Work required. For the records below, give the count of lines holding the word "清里ライン" and nothing more.

Stored items.
++++++++

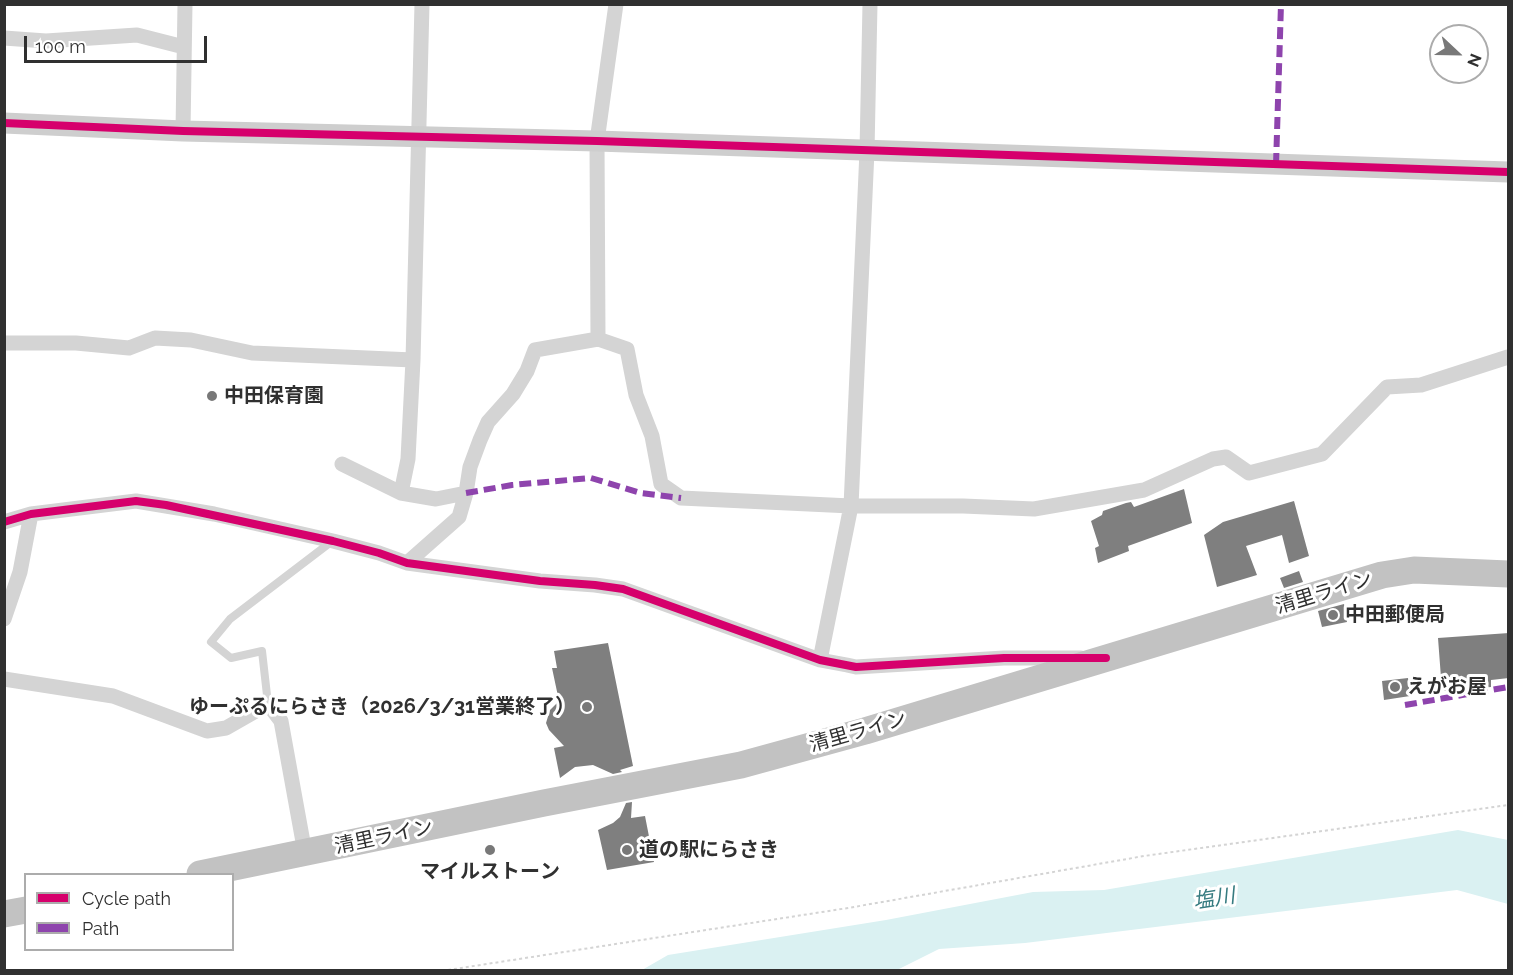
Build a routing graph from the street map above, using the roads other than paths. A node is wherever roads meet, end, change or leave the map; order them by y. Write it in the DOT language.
graph roads {
  1 [pos="185,4"];
  2 [pos="422,4"];
  3 [pos="616,4"];
  4 [pos="870,4"];
  5 [pos="4,39"];
  6 [pos="184,46"];
  7 [pos="4,123"];
  8 [pos="183,131"];
  9 [pos="418,136"];
  10 [pos="597,141"];
  11 [pos="867,151"];
  12 [pos="1509,172"];
  13 [pos="598,339"];
  14 [pos="4,343"];
  15 [pos="1509,357"];
  16 [pos="413,360"];
  17 [pos="342,464"];
  18 [pos="401,493"];
  19 [pos="466,493"];
  20 [pos="851,506"];
  21 [pos="31,514"];
  22 [pos="4,522"];
  23 [pos="333,540"];
  24 [pos="407,563"];
  25 [pos="1509,574"];
  26 [pos="4,620"];
  27 [pos="1106,657"];
  28 [pos="820,660"];
  29 [pos="4,679"];
  30 [pos="268,704"];
  31 [pos="305,853"];
  32 [pos="205,873"];
  33 [pos="24,910"];
  34 [pos="4,914"];
  1 -- 6 [label="street"];
  2 -- 9 [label="street"];
  3 -- 10 [label="street"];
  4 -- 11 [label="street"];
  5 -- 6 [label="street"];
  6 -- 8 [label="street"];
  7 -- 8 [label="street"];
  8 -- 9 [label="street"];
  9 -- 10 [label="street"];
  9 -- 16 [label="street"];
  10 -- 11 [label="street"];
  10 -- 13 [label="street"];
  11 -- 12 [label="street"];
  11 -- 20 [label="street"];
  13 -- 19 [label="street"];
  13 -- 20 [label="street"];
  14 -- 16 [label="street"];
  15 -- 20 [label="street"];
  16 -- 18 [label="street"];
  17 -- 18 [label="street"];
  18 -- 19 [label="street"];
  19 -- 24 [label="street"];
  20 -- 28 [label="street"];
  21 -- 22 [label="street"];
  21 -- 23 [label="street"];
  21 -- 26 [label="street"];
  23 -- 24 [label="street"];
  23 -- 30 [label="lane"];
  24 -- 28 [label="street"];
  25 -- 27 [label="highway, 清里ライン"];
  27 -- 28 [label="street"];
  27 -- 31 [label="highway, 清里ライン"];
  29 -- 30 [label="street"];
  30 -- 31 [label="street"];
  31 -- 32 [label="highway, 清里ライン"];
  33 -- 34 [label="highway"];
}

++++++++

Result for this exercise. 3